Eventually, for larger sample sizes, the variance stops increasing - it hits an asymptotic max value of a variance of less than 10,000. Again, this is likely due to numerical issues.

doesn’t look like you’re using double precision?

@martinjankowiak Correct. I just noticed this myself. Switching to torch.float64 does appear to fix the issue. This was unexpected. I wasn’t expecting performance to deteriorate so quickly with float32.

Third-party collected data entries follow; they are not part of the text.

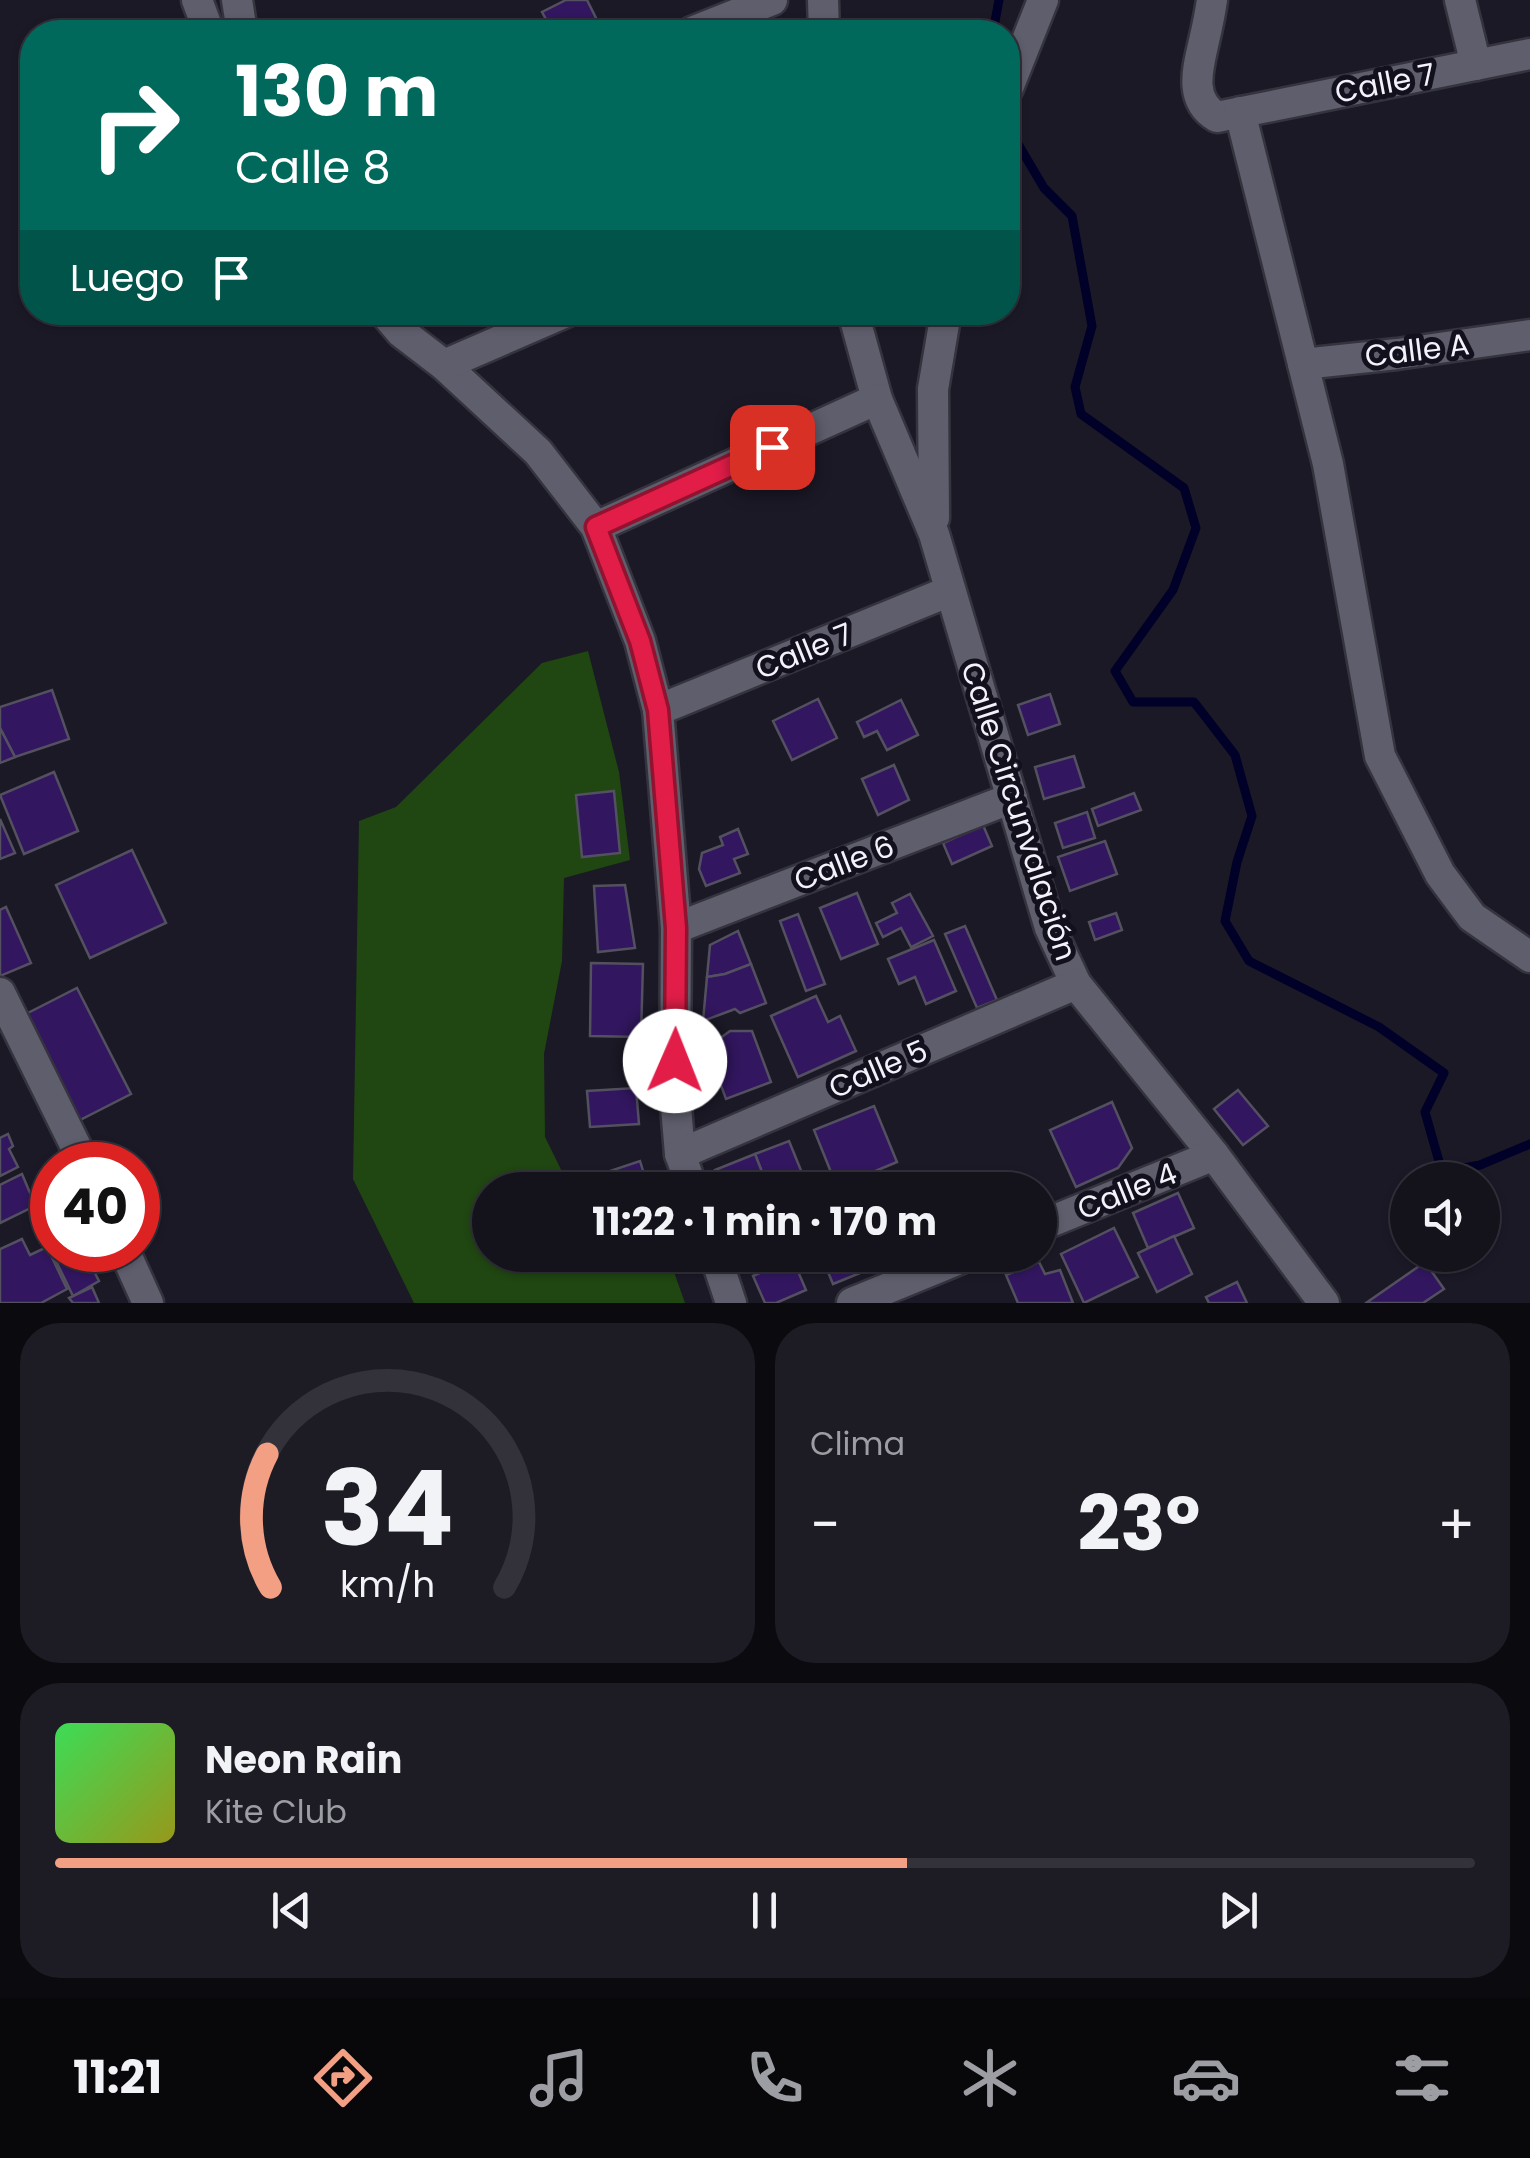 <!DOCTYPE html>
<html lang="es">
<meta charset="utf-8">
<style>
body{margin:0;font-family:Poppins,sans-serif;background:#1d1c25;color:#f1f3f6;height:100vh;display:flex;flex-direction:column;font-size:38px;white-space:nowrap}
*{box-sizing:border-box;margin:0}
p{font-size:32px;color:#9d9ea3}
.icon{flex:none;width:55px;height:55px;fill:none;stroke:currentColor;stroke-width:2;stroke-linecap:round;stroke-linejoin:round}
.map{position:relative;height:1303px;overflow:hidden}
.details{display:flex;flex-direction:column;gap:20px;padding:20px;background:#0b0a0f;flex:1}
.details>*{flex:none}
.guide{position:absolute;left:20px;top:20px;width:1000px;height:305px;border-radius:40px;box-shadow:0 2px 8px #0004,0 0 0 2px #33323b;background:#00695c;color:#fff;overflow:hidden}
.buttons{position:absolute;left:1390px;top:1162px;display:grid;gap:20px}
.buttons a{display:grid;place-items:center;width:110px;height:110px;border-radius:50%;background:#14131c;box-shadow:0 2px 8px #0004,0 0 0 2px #33323b;font-size:50px}
.speed{position:absolute;left:30px;top:1142px;display:flex;gap:20px;font-size:50px;font-weight:700;text-align:center}
.speed>*{display:grid;place-content:center;width:130px;height:130px;border-radius:50%;background:#14131c;box-shadow:0 2px 8px #0004,0 0 0 2px #33323b;line-height:1}
.speed .limit{border:15px solid #d22;background:#fff;color:#111}
.pin{position:absolute;display:grid;place-items:center;width:85px;height:85px;color:#fff;margin:-42px;border-radius:20px;box-shadow:0 5px 15px #0006}
.me{position:absolute;width:110px;margin:-55px;rotate:1deg;stroke-linejoin:round;filter:drop-shadow(0 0 8px #0008)}
.turn{display:flex;align-items:center;gap:35px;height:210px;padding:0 50px;font-size:45px}
.turn .icon{width:130px;height:130px;stroke-width:2.5}
.turn b{display:block;font-size:70px;line-height:85px}
.then{display:flex;align-items:center;height:95px;padding:0 50px;background:#0003;gap:20px;font-size:38px}
.big{font-size:75px;font-weight:700;line-height:1.1}
.details .tile{flex:1;display:flex;flex-direction:column;justify-content:center;gap:15px;min-width:0;padding:0 35px;border-radius:40px;background:#1d1c25}
.details .dial{align-items:center;gap:0}
.dial svg{height:260px;overflow:visible;fill:none;stroke:#33323b;stroke-width:7;stroke-linecap:round;text-anchor:middle}
.dial text{fill:#f1f3f6;stroke:none}
.song{display:flex;align-items:center;gap:30px}
.cover{width:120px;height:120px;border-radius:15px;background:linear-gradient(135deg,hsl(130 70% 55%),hsl(60 70% 35%))}
.played{height:10px;border-radius:5px;background:linear-gradient(90deg,#f39f83 60%,#33323b 60%)}
.keys{display:flex;justify-content:space-around;direction:ltr}
.heat{display:flex;justify-content:space-between;align-items:center;font-size:55px;direction:ltr}
.details .tiles{flex:1;display:grid;gap:20px;grid-template-columns:1fr 1fr}
.tile:last-child{grid-column:span 2}
.trip{position:absolute;left:472px;top:1172px;width:585px;height:100px;border-radius:50px;background:#14131c;box-shadow:0 2px 8px #0004,0 0 0 2px #33323b;font-weight:700;line-height:100px;text-align:center}
.tab-bar{display:flex;height:160px;justify-content:space-around;align-items:center;background:#08080b;color:#9d9ea3}
.tab-bar .icon{width:70px;height:70px}
.tab-bar .selected{color:#f39f83}
.tab-bar b{font-size:45px;color:#f1f3f6}
.map>svg:first-child{display:block}
.green{fill:#204612}
.lines{fill:none;stroke-linecap:round;stroke-linejoin:round}
.stream{stroke:#000028;stroke-width:9}
.building{fill:#321660;stroke:#53505f;stroke-width:2.5}
.minor-casing{stroke:#35343e;stroke-width:35}
.minor{stroke:#5f5e6d;stroke-width:30}
.route-casing{stroke:#92132f;stroke-width:25}
.route{stroke:#e11d48;stroke-width:18}
.labels{text-anchor:middle;dominant-baseline:central;stroke-width:10;stroke-linejoin:round;paint-order:stroke}
.street-label{font-size:30px;fill:#f3f2fb;stroke:#12101c}
</style>
<div class="map">
<svg width="1530" height="1303" viewBox="0 0 1530 1303">
<rect width="100%" height="100%" fill="#1b1926"/>
<!-- green -->
<path class="green" d="M 588,651 L 619,772 L 630,860 L 564,878 L 562,961 L 544,1054 L 545,1137 L 571,1190 L 490,1190 L 490,1255 L 668,1255 L 685,1303 L 414,1303 L 353,1179 L 359,821 L 396,807 L 542,663 Z"/>
<g class="lines">
<!-- stream -->
<g class="stream">
<path d="M 993,32 L 999,0"/>
<path d="M 1008,127 L 1044,188 L 1072,216 L 1092,326 L 1075,387 L 1081,414 L 1184,488 L 1196,528 L 1173,590 L 1115,671 L 1133,702 L 1194,702 L 1235,755 L 1252,816 L 1237,862 L 1225,921 L 1249,961 L 1379,1027 L 1444,1073 L 1425,1112 L 1442,1172 L 1480,1165 L 1530,1144"/>
</g>
</g>
<!-- building -->
<g class="building">
<path d="M 566,0 L 587,0 L 603,32 L 553,32 L 542,12 Z"/>
<path d="M 52,690 L 69,739 L 15,757 L 0,728 L 0,707 Z"/>
<path d="M 1050,694 L 1060,724 L 1028,735 L 1018,705 Z"/>
<path d="M 818,699 L 837,738 L 792,760 L 773,721 Z"/>
<path d="M 901,700 L 918,735 L 887,750 L 877,731 L 864,737 L 857,722 Z"/>
<path d="M 0,728 L 15,757 L 0,763 Z"/>
<path d="M 1074,756 L 1084,787 L 1044,799 L 1035,767 Z"/>
<path d="M 894,765 L 909,800 L 878,815 L 862,779 Z"/>
<path d="M 54,772 L 78,831 L 24,854 L 0,795 Z"/>
<path d="M 614,791 L 620,853 L 582,857 L 576,795 Z"/>
<path d="M 1134,793 L 1141,810 L 1098,826 L 1092,809 Z"/>
<path d="M 1087,812 L 1095,838 L 1063,848 L 1055,823 Z"/>
<path d="M 0,819 L 15,853 L 0,859 Z"/>
<path d="M 983,825 L 992,846 L 952,864 L 943,843 Z"/>
<path d="M 738,829 L 748,854 L 734,859 L 740,873 L 706,886 L 699,869 L 702,853 L 723,845 L 720,837 Z"/>
<path d="M 1105,841 L 1117,874 L 1070,891 L 1058,857 Z"/>
<path d="M 132,850 L 166,923 L 90,958 L 56,885 Z"/>
<path d="M 625,885 L 635,948 L 598,952 L 594,886 Z"/>
<path d="M 857,893 L 878,944 L 841,959 L 820,908 Z"/>
<path d="M 910,894 L 933,936 L 911,947 L 901,928 L 883,937 L 876,923 L 897,913 L 892,903 Z"/>
<path d="M 6,907 L 31,963 L 0,976 L 0,910 Z"/>
<path d="M 1116,913 L 1122,930 L 1095,940 L 1089,922 Z"/>
<path d="M 798,914 L 825,984 L 806,991 L 780,921 Z"/>
<path d="M 965,926 L 997,1000 L 977,1008 L 945,934 Z"/>
<path d="M 738,931 L 751,964 L 725,974 L 707,977 L 710,945 Z"/>
<path d="M 934,940 L 956,991 L 926,1004 L 915,977 L 899,984 L 888,959 Z"/>
<path d="M 591,963 L 643,964 L 641,1037 L 590,1036 Z"/>
<path d="M 751,964 L 766,1003 L 740,1013 L 735,1009 L 703,1021 L 707,977 L 725,974 Z"/>
<path d="M 77,988 L 131,1094 L 78,1121 L 24,1015 Z"/>
<path d="M 816,996 L 828,1022 L 840,1016 L 856,1051 L 798,1077 L 771,1016 Z"/>
<path d="M 730,1031 L 752,1031 L 771,1082 L 726,1099 L 719,1080 L 706,1078 L 708,1064 L 704,1050 Z"/>
<path d="M 636,1088 L 639,1124 L 590,1127 L 587,1091 Z"/>
<path d="M 1238,1090 L 1268,1126 L 1243,1145 L 1214,1109 Z"/>
<path d="M 1112,1102 L 1132,1148 L 1118,1168 L 1076,1187 L 1050,1130 Z"/>
<path d="M 874,1106 L 897,1162 L 837,1187 L 814,1130 Z"/>
<path d="M 8,1134 L 13,1146 L 9,1149 L 18,1167 L 0,1176 L 0,1138 Z"/>
<path d="M 789,1141 L 809,1190 L 769,1190 L 755,1154 Z"/>
<path d="M 755,1154 L 769,1190 L 723,1190 L 715,1170 Z"/>
<path d="M 640,1161 L 649,1190 L 616,1190 L 610,1171 Z"/>
<path d="M 22,1174 L 30,1193 L 36,1191 L 41,1203 L 0,1223 L 0,1185 Z"/>
<path d="M 1178,1193 L 1194,1228 L 1148,1248 L 1133,1213 Z"/>
<path d="M 52,1210 L 52,1239 L 41,1215 Z"/>
<path d="M 1114,1228 L 1138,1277 L 1084,1303 L 1061,1254 Z"/>
<path d="M 1174,1236 L 1192,1274 L 1157,1292 L 1138,1253 Z"/>
<path d="M 22,1239 L 30,1255 L 47,1247 L 67,1289 L 41,1303 L 0,1303 L 0,1249 Z"/>
<path d="M 80,1250 L 83,1250 L 99,1281 L 73,1296 L 56,1261 Z"/>
<path d="M 634,1255 L 662,1255 L 665,1263 L 640,1272 Z"/>
<path d="M 755,1255 L 791,1255 L 806,1290 L 776,1303 L 765,1303 L 753,1276 L 762,1272 Z"/>
<path d="M 821,1255 L 863,1255 L 865,1257 L 855,1261 L 860,1273 L 833,1284 Z"/>
<path d="M 863,1255 L 901,1255 L 869,1269 Z"/>
<path d="M 1039,1262 L 1045,1274 L 1060,1270 L 1073,1303 L 1018,1303 L 1006,1275 Z"/>
<path d="M 1425,1262 L 1444,1289 L 1423,1303 L 1366,1303 Z"/>
<path d="M 1237,1282 L 1247,1303 L 1209,1303 L 1206,1297 Z"/>
<path d="M 92,1287 L 99,1303 L 73,1303 L 69,1298 Z"/>
</g>
<g class="lines">
<defs>
<g id="minor">
<path d="M 197,0 L 209,32"/>
<path d="M 237,0 L 242,32"/>
<path d="M 823,0 L 824,32"/>
<path d="M 1212,0 C 1210,14 1207,28 1204,41 C 1198,68 1188,100 1217,117 L 1530,54"/>
<path d="M 1460,0 L 1476,65"/>
<path d="M 692,32 L 772,0"/>
<path d="M 1008,88 L 1043,0"/>
<path d="M 1240,112 L 1328,464 L 1380,756 L 1440,874 L 1472,917 L 1530,957"/>
<path d="M 384,312 L 401,332 L 444,365 L 538,452 L 596,527 L 640,641 L 658,710 L 676,928 L 675,1095 L 680,1154 L 693,1190"/>
<path d="M 853,312 L 877,399 L 934,534 L 1050,928 L 1076,984 L 1214,1155 L 1324,1303"/>
<path d="M 1303,364 L 1397,354 L 1530,335"/>
<path d="M 444,365 L 566,312"/>
<path d="M 934,518 L 933,389 L 946,312"/>
<path d="M 596,527 L 877,399"/>
<path d="M 658,710 L 950,591"/>
<path d="M 676,928 L 1012,798"/>
<path d="M 0,993 L 85,1165"/>
<path d="M 680,1154 L 1076,984"/>
<path d="M 1040,1226 L 1214,1155"/>
<path d="M 124,1250 L 148,1303"/>
<path d="M 715,1255 L 731,1303"/>
<path d="M 852,1303 L 969,1255"/>
</g>
</defs>
<!-- minor casing -->
<use href="#minor" class="minor-casing"/>
<!-- minor -->
<use href="#minor" class="minor"/>
</g>
<g class="lines">
<defs>
<path id="route" d="M 675,1061 L 676,928 L 658,710 L 640,641 L 596,527 L 772,447"/>
</defs>
<!-- route casing -->
<use href="#route" class="route-casing"/>
<!-- route -->
<use href="#route" class="route"/>
</g>
<g class="labels">
<!-- street labels -->
<g class="street-label">
<text transform="translate(1385 83) rotate(-11)">Calle 7</text>
<text transform="translate(1417 350) rotate(-7)">Calle A</text>
<text transform="translate(804 651) rotate(-22)">Calle 7</text>
<text transform="translate(1019 811) rotate(72)">Calle Circunvalación</text>
<text transform="translate(844 863) rotate(-21)">Calle 6</text>
<text transform="translate(878 1069) rotate(-23)">Calle 5</text>
<text transform="translate(1127 1191) rotate(-22)">Calle 4</text>
</g>
</g>
</svg>
<div class="buttons">
<a><svg class="icon" aria-label="sound" viewBox="0 0 24 24"><path d="M4 9h4l5-4v14l-5-4H4zM17 9q2 3 0 6"/></svg></a>
</div>
<div class="speed"><div class="limit">40</div></div>
<div class="pin" style="left:772px;top:447px;background:#d93025"><svg class="icon" aria-label="arrive" viewBox="0 0 24 24"><path d="M6 21V4h12l-3 4 3 4H6"/></svg></div>
<svg class="me" style="left:675px;top:1061px" viewBox="-20 -20 40 40"><circle r="19" fill="#fff"/><path d="M0-13L10 11 0 6-10 11z" fill="#e11d48"/></svg>
<div class="trip">11:22 · 1 min · 170 m</div>
<div class="guide">
<div class="turn"><svg class="icon" aria-label="right" viewBox="0 0 24 24"><path d="M7 20v-9h11M14 6l5 5-5 5"/></svg><div><b>130 m</b>Calle 8</div></div>
<div class="then">Luego<svg class="icon" aria-label="arrive" viewBox="0 0 24 24"><path d="M6 21V4h12l-3 4 3 4H6"/></svg></div>
</div>
</div>
<section class="details">
<div class="tiles">
<div class="tile dial"><svg viewBox="0 0 100 80">
<path d="M14 69A42 42 0 1 1 86 69"/>
<path d="M14 69A42 42 0 0 1 13 28" stroke="#f39f83"/>
<text x="50" y="56" font-size="32" font-weight="700">34</text>
<text x="50" y="72" font-size="11">km/h</text>
</svg></div>
<div class="tile"><p>Clima</p>
<div class="heat"><a>−</a><b class="big">23°</b><a>+</a></div>
</div>
<div class="tile">
<div class="song"><i class="cover"></i><div><b>Neon Rain</b><p>Kite Club</p></div></div>
<div class="played"></div>
<div class="keys"><svg class="icon" aria-label="previous" viewBox="0 0 24 24"><path d="M18 5L8 12l10 7zM5 5v14"/></svg><svg class="icon" aria-label="pause" viewBox="0 0 24 24"><path d="M8 5v14M16 5v14"/></svg><svg class="icon" aria-label="next" viewBox="0 0 24 24"><path d="M6 5l10 7-10 7zM19 5v14"/></svg></div>
</div>
</div>
</section>
<nav class="tab-bar">
<b>11:21</b>
<svg class="icon selected" aria-label="directions" viewBox="0 0 24 24"><path d="M12 3l9 9-9 9-9-9zM9 14v-3h6M13 9l2 2-2 2"/></svg>
<svg class="icon" aria-label="music" viewBox="0 0 24 24"><path d="M9 18V5l10-2v13"/><circle cx="6" cy="18" r="3"/><circle cx="16" cy="16" r="3"/></svg>
<svg class="icon" aria-label="phone" viewBox="0 0 24 24"><path d="M5 4h4l2 5-3 2q2 4 5 5l2-3 5 2v4C11 20 4 13 5 4z"/></svg>
<svg class="icon" aria-label="climate" viewBox="0 0 24 24"><path d="M12 3v18M4 7l16 10M4 17L20 7"/></svg>
<svg class="icon" aria-label="car" viewBox="0 0 24 24"><path d="M5 17H2v-5l4-1 3-4h7l3 4 3 1v5h-3M9 17h6M6 11h13"/><circle cx="7" cy="17" r="2"/><circle cx="17" cy="17" r="2"/></svg>
<svg class="icon" aria-label="filters" viewBox="0 0 24 24"><path d="M4 7h16M4 17h16"/><circle cx="9" cy="7" r="2"/><circle cx="15" cy="17" r="2"/></svg>
</nav>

generally speaking i’d recommend using double precision for all non-trivial linear algebra unless you’re not willing to pay the additional compute cost

@martinjankowiak it turns out that, even with torch.float64, the gaussianHMM will fail if the model is locally linear (which I am interested in). Here is an example that shows this is the case (the local-linear factor, the second state dimension, has transition variance very small to mimic local linear behavior). If you run the code with N=100, you’ll see everything looks fine. However, if you increase N to 10,000, the numerical precision again becomes an issue and you no longer get reasonable results (the samples are all stationary, which is incorrect. the sample should be a local-linear random walk):

``````import numpy as np
import matplotlib.pyplot as plt
import torch
import pyro
import pyro.distributions as dist
from torch.distributions import constraints
from pyro import poutine

pyro.set_rng_seed(1)
torch.set_default_dtype(torch.float64)
dim = 2
N = 10000
dt = 0.2

obs = torch.eye(dim)
init_dist = dist.Normal(torch.zeros(dim),1.).to_event(1)
transition = torch.tensor([[1.,0.],[dt,1.]]).transpose(0,1)
transition_dist = dist.Normal(torch.zeros(dim),torch.tensor([1.,.000001])).to_event(1)
obs_dist = dist.Normal(torch.zeros(dim),.01).to_event(1)

distt = dist.GaussianHMM(init_dist, transition, transition_dist, obs, obs_dist, duration=N)

sample = distt.rsample().detach()
#x =sample[:,0]
y=sample[:,1]
t = np.linspace(1, N, N)
plt.figure(figsize=(10, 6))
plt.plot(t, y, label='y(t)')
#plt.plot(t, x, label='X(t)')
plt.xlabel('Time')
plt.ylabel('Value')
plt.legend()
plt.grid(True)
plt.show()
``````

don’t really understand what you’re trying to accomplish and it’s a long time since i looked at the relevant math but when i implemented GP-like models using `GaussianHMM` the stationary kernels never had vanishing variance anywhere

@martinjankowiak thanks for sharing, and looking at! I’ll see if I can work with a higher variance. the use case would be smooth local-linear models, common in financial and economic applications.